● Exercise goal:
Give again the line that contains "Trace the roads", plus every line after it to the end of the records, unchanged.

Dataset entries
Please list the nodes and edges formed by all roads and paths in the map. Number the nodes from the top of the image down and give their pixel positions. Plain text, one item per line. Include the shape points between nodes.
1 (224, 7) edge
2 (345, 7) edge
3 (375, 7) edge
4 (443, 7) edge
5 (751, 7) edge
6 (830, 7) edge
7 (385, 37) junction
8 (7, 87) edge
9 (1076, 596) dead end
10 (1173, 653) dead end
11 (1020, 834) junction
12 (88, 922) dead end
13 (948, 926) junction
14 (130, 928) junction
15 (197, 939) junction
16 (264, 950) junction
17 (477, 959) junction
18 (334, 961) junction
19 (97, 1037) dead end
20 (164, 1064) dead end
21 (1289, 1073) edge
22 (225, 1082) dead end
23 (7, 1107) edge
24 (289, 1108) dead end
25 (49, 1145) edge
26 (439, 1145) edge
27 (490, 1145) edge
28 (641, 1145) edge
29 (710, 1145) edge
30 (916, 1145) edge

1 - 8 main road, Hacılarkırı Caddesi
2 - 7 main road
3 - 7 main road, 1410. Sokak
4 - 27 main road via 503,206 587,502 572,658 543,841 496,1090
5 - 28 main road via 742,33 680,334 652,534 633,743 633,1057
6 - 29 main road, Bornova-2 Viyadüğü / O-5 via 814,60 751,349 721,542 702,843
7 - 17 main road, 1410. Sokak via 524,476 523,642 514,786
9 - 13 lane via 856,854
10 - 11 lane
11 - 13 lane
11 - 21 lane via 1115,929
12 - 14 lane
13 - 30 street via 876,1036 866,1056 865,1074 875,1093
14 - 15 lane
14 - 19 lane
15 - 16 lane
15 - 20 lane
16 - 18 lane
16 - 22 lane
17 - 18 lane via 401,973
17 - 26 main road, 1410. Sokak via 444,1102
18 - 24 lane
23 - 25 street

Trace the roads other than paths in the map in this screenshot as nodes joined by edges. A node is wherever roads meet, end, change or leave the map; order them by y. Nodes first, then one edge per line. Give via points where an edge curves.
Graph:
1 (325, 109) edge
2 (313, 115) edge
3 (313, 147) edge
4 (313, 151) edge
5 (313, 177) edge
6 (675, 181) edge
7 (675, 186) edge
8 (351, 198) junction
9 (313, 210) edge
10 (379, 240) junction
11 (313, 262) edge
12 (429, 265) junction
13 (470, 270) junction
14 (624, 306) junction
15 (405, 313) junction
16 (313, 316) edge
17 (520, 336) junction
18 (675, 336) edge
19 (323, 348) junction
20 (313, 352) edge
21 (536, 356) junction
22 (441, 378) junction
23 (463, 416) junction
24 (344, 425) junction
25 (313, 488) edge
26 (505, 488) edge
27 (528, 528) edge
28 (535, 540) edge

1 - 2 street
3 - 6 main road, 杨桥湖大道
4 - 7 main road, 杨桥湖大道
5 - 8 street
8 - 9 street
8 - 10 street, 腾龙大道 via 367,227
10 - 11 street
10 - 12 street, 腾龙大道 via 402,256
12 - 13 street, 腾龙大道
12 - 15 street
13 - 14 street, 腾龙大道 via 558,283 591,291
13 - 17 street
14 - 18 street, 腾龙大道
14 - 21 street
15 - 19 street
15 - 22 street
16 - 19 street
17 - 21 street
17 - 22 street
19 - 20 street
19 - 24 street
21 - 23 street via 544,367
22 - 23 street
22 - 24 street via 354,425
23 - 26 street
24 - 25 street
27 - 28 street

● Exercise answer:
Trace the roads other than paths in the map in this screenshot as nodes joined by edges. A node is wherever roads meet, end, change or leave the map; order them by y. Nodes first, then one edge per line. Give via points where an edge curves.
Graph:
1 (325, 109) edge
2 (313, 115) edge
3 (313, 147) edge
4 (313, 151) edge
5 (313, 177) edge
6 (675, 181) edge
7 (675, 186) edge
8 (351, 198) junction
9 (313, 210) edge
10 (379, 240) junction
11 (313, 262) edge
12 (429, 265) junction
13 (470, 270) junction
14 (624, 306) junction
15 (405, 313) junction
16 (313, 316) edge
17 (520, 336) junction
18 (675, 336) edge
19 (323, 348) junction
20 (313, 352) edge
21 (536, 356) junction
22 (441, 378) junction
23 (463, 416) junction
24 (344, 425) junction
25 (313, 488) edge
26 (505, 488) edge
27 (528, 528) edge
28 (535, 540) edge

1 - 2 street
3 - 6 main road, 杨桥湖大道
4 - 7 main road, 杨桥湖大道
5 - 8 street
8 - 9 street
8 - 10 street, 腾龙大道 via 367,227
10 - 11 street
10 - 12 street, 腾龙大道 via 402,256
12 - 13 street, 腾龙大道
12 - 15 street
13 - 14 street, 腾龙大道 via 558,283 591,291
13 - 17 street
14 - 18 street, 腾龙大道
14 - 21 street
15 - 19 street
15 - 22 street
16 - 19 street
17 - 21 street
17 - 22 street
19 - 20 street
19 - 24 street
21 - 23 street via 544,367
22 - 23 street
22 - 24 street via 354,425
23 - 26 street
24 - 25 street
27 - 28 street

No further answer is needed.